» WORK ORDER
Copy every line that contains the string "Nagar" from the entries below.
START THE INPUT
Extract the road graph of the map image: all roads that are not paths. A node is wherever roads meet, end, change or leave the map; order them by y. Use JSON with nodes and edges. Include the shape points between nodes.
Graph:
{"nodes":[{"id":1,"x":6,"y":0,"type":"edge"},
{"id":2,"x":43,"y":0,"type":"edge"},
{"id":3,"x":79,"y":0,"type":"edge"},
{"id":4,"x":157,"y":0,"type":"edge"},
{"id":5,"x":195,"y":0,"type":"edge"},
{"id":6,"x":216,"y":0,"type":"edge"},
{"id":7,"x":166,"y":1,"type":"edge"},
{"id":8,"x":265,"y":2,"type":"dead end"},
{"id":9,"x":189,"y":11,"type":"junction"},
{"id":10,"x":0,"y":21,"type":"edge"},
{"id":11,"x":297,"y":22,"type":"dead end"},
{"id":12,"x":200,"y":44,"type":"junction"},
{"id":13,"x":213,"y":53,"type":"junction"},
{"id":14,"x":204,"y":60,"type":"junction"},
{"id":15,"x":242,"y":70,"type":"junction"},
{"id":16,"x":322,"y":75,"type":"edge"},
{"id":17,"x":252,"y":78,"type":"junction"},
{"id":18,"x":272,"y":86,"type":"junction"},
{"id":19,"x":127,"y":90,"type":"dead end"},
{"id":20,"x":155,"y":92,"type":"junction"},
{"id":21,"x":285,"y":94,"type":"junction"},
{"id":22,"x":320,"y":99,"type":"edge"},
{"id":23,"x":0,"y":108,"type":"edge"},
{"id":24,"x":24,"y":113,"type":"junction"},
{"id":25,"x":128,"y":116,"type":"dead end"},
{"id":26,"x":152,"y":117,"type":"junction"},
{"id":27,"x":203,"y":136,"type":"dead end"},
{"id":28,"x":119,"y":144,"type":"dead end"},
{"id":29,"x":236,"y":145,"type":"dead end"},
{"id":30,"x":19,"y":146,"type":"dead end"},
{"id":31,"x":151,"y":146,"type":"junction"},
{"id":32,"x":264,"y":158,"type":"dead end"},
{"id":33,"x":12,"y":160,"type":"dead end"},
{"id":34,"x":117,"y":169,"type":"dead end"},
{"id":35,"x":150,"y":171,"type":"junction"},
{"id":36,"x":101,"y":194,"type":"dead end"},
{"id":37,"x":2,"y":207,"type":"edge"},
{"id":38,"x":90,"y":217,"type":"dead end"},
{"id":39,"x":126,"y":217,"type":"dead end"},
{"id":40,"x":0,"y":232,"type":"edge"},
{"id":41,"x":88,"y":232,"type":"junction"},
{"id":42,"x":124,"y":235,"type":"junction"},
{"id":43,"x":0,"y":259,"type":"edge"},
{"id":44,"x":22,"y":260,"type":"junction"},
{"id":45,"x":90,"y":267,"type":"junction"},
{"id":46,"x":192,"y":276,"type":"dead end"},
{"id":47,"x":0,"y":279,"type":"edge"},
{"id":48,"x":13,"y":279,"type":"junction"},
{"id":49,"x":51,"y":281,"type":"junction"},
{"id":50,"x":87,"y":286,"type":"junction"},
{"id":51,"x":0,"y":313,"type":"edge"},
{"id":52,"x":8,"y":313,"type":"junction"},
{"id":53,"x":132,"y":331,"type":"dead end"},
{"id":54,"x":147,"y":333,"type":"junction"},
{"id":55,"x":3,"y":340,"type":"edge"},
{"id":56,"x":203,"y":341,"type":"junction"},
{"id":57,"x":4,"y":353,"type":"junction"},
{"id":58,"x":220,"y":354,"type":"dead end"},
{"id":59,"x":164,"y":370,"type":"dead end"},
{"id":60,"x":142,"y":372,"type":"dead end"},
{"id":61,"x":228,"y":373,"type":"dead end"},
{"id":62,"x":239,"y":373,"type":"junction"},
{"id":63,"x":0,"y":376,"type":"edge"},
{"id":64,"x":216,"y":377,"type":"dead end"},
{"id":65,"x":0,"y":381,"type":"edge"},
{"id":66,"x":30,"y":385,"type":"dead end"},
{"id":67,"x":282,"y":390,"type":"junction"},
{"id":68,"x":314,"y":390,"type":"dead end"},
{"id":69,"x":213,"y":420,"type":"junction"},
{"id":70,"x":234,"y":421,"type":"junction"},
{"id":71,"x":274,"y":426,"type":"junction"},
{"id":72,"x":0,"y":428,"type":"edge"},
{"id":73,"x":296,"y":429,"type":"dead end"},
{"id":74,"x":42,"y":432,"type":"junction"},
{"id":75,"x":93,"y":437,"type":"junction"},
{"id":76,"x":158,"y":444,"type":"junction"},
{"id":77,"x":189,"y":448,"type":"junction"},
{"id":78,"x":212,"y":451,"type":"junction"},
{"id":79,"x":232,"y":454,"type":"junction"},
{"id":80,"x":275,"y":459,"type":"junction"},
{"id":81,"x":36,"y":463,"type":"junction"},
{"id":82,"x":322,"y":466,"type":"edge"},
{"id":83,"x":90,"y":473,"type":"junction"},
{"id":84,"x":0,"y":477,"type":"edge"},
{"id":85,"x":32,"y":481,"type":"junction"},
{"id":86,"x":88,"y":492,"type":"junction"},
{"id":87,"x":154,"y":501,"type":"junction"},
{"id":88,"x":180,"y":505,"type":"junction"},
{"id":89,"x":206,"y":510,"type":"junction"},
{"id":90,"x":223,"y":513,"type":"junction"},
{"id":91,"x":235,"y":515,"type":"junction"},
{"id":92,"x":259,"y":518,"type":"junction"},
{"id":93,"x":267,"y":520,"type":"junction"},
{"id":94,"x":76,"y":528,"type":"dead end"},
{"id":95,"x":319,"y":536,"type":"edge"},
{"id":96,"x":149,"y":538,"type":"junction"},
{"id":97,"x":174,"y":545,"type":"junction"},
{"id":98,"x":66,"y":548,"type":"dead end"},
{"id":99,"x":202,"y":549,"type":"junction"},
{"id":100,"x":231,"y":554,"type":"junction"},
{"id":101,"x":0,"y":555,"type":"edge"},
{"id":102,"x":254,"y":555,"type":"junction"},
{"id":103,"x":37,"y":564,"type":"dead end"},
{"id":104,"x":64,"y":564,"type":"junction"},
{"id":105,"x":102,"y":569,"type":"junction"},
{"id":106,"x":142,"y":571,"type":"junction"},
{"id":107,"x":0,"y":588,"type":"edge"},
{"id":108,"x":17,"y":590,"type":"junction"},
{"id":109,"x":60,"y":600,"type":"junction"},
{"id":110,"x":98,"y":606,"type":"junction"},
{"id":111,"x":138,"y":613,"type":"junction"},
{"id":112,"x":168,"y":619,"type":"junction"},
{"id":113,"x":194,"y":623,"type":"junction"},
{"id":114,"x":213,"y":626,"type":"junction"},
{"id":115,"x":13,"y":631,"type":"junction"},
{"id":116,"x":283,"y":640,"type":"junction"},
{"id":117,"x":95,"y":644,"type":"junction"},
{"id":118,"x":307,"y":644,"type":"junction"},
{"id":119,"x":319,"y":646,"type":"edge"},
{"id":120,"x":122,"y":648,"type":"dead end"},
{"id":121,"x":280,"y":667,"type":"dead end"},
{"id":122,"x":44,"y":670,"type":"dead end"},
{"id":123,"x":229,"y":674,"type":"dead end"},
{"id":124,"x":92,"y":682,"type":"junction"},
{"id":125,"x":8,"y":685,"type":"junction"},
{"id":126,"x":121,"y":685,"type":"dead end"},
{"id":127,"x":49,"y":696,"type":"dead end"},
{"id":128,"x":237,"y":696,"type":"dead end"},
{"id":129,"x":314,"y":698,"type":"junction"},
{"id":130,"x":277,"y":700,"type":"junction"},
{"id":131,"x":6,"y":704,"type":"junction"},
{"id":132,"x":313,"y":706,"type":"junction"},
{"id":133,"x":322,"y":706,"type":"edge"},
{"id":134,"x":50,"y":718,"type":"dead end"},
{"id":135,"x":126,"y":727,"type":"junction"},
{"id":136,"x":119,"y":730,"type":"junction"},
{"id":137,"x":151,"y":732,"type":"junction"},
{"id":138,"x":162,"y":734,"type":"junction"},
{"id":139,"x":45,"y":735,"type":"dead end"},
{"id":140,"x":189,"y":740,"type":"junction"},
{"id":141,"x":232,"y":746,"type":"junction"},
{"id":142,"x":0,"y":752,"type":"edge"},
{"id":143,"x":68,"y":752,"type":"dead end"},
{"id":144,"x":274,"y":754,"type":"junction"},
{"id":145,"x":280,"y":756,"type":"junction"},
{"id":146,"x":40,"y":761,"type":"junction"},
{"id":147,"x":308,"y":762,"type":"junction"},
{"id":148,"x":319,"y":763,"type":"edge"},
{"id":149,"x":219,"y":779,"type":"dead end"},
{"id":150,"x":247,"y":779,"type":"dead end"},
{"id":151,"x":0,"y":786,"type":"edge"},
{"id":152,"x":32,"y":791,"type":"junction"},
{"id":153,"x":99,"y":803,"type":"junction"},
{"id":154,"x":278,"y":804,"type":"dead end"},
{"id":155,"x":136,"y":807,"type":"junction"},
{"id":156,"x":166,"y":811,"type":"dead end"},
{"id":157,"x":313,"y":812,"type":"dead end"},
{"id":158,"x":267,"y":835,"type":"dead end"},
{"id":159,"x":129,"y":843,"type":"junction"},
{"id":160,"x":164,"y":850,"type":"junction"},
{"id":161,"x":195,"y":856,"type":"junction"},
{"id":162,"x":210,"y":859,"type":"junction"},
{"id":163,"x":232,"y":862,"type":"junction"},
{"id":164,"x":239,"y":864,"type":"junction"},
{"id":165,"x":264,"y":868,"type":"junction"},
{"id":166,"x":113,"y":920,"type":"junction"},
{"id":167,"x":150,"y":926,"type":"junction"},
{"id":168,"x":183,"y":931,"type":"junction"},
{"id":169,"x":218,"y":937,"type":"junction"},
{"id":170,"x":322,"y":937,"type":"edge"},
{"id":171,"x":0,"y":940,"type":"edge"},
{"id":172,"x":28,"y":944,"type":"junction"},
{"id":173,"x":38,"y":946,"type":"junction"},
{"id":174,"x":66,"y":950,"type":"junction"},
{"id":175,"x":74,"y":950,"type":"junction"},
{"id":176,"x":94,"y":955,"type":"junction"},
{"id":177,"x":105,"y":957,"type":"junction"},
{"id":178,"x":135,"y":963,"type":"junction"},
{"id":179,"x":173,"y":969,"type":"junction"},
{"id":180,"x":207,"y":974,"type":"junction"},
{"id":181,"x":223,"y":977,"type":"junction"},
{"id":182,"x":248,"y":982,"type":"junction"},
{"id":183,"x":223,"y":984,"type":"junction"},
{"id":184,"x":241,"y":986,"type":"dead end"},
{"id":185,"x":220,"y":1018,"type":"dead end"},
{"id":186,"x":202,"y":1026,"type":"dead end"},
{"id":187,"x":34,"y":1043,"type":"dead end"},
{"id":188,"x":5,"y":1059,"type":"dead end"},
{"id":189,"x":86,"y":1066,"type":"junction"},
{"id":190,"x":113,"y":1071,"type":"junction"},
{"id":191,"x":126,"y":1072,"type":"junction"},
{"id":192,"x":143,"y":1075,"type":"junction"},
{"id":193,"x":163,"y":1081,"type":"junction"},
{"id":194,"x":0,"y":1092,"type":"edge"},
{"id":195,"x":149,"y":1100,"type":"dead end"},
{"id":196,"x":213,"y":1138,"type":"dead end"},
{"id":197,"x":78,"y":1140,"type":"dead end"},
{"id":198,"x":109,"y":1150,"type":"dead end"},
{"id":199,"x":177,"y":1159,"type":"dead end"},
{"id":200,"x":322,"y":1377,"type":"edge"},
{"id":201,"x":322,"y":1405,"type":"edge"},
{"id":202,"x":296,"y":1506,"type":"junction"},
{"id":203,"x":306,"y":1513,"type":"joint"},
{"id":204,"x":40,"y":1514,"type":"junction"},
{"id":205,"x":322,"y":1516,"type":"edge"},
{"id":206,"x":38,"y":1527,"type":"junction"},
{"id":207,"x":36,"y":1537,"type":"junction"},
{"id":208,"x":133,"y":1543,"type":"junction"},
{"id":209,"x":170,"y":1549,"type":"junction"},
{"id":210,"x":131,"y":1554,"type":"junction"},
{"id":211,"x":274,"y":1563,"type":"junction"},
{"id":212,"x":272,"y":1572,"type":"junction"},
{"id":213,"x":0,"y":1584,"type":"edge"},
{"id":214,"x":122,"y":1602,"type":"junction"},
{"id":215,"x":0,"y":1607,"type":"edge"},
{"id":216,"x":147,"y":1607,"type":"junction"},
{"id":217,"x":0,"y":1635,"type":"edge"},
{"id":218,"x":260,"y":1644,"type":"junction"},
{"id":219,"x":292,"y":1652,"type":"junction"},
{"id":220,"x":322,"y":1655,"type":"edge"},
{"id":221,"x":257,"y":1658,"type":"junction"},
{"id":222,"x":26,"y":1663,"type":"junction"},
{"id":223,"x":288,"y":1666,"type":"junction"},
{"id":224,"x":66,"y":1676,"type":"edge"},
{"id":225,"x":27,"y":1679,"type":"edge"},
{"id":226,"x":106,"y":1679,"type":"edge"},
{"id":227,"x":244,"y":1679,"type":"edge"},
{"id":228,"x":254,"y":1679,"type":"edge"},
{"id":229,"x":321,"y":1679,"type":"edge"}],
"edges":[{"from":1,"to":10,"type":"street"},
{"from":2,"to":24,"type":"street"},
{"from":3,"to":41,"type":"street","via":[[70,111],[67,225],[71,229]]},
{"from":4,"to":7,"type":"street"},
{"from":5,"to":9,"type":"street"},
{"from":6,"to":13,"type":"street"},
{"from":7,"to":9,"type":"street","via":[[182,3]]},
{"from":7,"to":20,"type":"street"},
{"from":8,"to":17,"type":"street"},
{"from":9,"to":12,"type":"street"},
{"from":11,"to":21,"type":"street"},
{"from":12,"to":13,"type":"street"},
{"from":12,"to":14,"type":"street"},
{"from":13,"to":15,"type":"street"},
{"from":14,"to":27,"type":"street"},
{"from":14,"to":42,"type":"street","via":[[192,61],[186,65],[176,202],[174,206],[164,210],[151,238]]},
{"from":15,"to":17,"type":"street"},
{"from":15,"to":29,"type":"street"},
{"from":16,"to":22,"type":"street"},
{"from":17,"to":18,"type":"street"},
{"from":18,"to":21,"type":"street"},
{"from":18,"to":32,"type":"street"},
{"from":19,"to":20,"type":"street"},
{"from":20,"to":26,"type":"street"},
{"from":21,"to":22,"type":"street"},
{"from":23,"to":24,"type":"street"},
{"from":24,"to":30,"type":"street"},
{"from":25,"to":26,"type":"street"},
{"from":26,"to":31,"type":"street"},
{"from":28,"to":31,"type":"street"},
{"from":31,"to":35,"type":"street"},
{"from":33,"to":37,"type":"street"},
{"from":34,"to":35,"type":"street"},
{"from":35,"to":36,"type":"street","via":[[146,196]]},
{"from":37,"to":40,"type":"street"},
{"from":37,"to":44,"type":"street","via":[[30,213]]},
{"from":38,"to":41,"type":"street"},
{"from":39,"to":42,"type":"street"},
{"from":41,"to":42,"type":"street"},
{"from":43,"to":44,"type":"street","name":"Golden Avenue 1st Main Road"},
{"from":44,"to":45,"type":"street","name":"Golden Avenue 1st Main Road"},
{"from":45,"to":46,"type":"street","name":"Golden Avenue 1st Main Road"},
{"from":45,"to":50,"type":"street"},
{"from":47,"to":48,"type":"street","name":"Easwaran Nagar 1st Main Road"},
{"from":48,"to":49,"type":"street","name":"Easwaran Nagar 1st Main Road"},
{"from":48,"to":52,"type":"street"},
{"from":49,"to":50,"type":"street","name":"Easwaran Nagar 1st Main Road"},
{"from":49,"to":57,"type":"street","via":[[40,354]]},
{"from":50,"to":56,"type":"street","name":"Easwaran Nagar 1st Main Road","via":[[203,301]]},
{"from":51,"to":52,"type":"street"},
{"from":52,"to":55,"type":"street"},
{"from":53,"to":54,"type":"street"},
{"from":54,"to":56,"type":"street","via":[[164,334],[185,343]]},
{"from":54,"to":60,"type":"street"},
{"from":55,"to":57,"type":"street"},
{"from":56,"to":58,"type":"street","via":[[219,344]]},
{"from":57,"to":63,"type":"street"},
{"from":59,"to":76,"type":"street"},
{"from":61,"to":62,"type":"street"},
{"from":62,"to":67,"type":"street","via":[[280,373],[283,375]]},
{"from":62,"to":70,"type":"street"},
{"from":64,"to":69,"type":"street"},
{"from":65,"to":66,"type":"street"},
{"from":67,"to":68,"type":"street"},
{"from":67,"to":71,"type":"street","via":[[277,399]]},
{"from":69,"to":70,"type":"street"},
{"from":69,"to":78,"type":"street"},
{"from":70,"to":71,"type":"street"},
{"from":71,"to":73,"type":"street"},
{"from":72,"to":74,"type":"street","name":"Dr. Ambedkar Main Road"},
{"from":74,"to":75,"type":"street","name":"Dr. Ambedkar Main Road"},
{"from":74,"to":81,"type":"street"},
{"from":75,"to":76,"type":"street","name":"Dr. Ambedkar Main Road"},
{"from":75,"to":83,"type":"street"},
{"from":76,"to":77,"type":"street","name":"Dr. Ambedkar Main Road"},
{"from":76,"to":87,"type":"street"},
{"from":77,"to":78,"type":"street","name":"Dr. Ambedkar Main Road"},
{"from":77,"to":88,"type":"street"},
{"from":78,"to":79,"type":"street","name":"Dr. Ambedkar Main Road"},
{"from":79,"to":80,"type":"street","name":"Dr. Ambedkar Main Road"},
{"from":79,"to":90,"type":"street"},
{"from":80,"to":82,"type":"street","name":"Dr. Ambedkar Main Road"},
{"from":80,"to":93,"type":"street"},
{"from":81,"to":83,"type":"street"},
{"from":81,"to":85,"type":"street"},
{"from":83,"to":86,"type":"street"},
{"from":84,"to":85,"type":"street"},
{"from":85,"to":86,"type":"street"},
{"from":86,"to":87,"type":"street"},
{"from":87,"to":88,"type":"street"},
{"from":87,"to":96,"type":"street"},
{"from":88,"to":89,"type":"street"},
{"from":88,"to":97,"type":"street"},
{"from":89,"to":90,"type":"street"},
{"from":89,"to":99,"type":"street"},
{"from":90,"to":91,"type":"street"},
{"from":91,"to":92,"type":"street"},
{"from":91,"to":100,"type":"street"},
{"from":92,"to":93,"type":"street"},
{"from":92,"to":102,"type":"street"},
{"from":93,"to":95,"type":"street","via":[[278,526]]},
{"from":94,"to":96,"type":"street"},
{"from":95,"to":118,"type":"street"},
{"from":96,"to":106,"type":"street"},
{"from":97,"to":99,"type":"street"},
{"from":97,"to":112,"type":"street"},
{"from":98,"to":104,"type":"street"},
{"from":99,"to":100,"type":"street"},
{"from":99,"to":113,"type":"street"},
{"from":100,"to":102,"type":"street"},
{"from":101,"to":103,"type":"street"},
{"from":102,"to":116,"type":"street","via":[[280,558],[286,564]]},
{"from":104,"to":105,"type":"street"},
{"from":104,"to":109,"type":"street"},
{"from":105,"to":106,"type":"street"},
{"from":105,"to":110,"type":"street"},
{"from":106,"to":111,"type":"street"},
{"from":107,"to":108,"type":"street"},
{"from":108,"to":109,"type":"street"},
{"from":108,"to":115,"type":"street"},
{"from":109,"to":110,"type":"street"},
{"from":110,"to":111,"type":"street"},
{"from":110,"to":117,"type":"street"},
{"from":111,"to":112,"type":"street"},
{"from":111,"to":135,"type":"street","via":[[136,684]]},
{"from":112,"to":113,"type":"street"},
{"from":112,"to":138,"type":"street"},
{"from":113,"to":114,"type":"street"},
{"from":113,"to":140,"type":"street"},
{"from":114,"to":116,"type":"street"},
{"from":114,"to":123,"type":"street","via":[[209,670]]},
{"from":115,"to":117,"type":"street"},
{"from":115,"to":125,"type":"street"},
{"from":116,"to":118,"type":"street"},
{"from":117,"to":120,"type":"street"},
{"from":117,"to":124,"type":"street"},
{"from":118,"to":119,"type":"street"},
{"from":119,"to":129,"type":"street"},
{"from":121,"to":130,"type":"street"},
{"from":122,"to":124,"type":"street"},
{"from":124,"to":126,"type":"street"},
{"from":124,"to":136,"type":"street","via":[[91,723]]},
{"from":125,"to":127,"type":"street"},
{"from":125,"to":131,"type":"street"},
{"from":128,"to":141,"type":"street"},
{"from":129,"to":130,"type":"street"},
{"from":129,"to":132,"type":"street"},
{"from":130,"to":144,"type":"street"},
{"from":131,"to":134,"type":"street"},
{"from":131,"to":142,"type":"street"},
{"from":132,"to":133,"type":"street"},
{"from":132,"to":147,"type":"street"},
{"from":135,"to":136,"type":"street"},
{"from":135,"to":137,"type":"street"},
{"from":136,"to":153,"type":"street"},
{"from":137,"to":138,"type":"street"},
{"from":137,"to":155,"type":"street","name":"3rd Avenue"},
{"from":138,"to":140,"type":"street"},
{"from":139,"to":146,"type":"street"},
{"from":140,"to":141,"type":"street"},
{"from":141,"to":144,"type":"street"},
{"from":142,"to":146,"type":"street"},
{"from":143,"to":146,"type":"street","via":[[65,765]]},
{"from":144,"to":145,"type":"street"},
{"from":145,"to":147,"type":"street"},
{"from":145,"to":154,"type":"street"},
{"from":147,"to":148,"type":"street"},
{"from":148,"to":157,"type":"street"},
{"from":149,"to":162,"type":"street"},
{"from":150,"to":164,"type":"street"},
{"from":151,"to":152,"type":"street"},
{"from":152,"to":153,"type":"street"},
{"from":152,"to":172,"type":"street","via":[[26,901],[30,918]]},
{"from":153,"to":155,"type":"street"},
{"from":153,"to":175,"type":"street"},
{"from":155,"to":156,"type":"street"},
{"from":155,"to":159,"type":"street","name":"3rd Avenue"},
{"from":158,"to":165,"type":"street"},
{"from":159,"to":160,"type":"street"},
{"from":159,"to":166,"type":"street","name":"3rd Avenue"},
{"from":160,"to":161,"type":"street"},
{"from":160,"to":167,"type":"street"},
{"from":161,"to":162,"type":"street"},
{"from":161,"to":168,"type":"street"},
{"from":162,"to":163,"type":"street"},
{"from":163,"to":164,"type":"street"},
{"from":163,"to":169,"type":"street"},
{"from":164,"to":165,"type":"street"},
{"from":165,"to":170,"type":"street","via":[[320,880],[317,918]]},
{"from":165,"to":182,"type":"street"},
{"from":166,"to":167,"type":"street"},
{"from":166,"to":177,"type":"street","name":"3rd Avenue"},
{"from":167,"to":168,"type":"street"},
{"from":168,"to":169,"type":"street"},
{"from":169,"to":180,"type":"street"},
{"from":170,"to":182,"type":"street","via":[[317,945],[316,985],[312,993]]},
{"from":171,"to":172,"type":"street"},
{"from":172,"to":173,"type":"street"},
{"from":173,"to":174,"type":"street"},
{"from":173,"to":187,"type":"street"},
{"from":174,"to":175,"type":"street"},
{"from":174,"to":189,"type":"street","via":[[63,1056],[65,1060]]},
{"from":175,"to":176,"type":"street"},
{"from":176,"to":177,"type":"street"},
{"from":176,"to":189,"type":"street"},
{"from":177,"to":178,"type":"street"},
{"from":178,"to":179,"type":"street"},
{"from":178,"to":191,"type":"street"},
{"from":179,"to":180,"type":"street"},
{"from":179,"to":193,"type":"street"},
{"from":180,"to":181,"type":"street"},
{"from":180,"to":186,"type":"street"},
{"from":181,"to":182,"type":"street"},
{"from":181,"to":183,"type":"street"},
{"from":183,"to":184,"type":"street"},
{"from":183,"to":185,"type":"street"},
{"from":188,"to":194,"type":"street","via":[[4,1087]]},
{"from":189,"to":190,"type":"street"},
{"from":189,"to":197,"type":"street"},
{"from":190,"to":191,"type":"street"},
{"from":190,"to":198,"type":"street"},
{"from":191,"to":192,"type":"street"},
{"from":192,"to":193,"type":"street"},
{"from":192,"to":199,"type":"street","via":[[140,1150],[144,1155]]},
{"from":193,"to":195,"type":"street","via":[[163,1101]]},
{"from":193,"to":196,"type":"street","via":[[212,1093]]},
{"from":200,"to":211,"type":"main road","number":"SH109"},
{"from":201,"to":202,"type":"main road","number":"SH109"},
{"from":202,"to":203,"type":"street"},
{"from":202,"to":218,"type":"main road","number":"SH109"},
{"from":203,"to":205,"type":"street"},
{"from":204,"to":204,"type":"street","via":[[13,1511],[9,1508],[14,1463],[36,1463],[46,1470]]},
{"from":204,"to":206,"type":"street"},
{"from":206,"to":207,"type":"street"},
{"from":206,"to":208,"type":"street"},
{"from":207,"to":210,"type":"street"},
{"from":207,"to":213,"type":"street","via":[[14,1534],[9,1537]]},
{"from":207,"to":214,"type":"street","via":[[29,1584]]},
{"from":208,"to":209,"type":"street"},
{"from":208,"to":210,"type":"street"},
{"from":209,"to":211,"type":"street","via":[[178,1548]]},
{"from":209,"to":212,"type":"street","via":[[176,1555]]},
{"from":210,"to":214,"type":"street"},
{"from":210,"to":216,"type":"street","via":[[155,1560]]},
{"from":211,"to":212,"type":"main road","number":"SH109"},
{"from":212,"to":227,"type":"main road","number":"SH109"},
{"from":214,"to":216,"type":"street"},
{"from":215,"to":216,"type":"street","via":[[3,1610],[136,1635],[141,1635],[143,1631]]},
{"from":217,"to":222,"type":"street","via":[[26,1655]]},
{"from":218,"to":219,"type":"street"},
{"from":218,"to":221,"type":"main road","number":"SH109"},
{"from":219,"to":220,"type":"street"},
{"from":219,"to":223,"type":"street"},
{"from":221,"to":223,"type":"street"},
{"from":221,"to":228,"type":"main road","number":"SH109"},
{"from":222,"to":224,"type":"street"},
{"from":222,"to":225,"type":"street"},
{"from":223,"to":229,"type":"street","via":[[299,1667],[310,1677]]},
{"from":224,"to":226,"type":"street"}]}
END THE INPUT
» FINAL ANSWER
{"from":47,"to":48,"type":"street","name":"Easwaran Nagar 1st Main Road"},
{"from":48,"to":49,"type":"street","name":"Easwaran Nagar 1st Main Road"},
{"from":49,"to":50,"type":"street","name":"Easwaran Nagar 1st Main Road"},
{"from":50,"to":56,"type":"street","name":"Easwaran Nagar 1st Main Road","via":[[203,301]]},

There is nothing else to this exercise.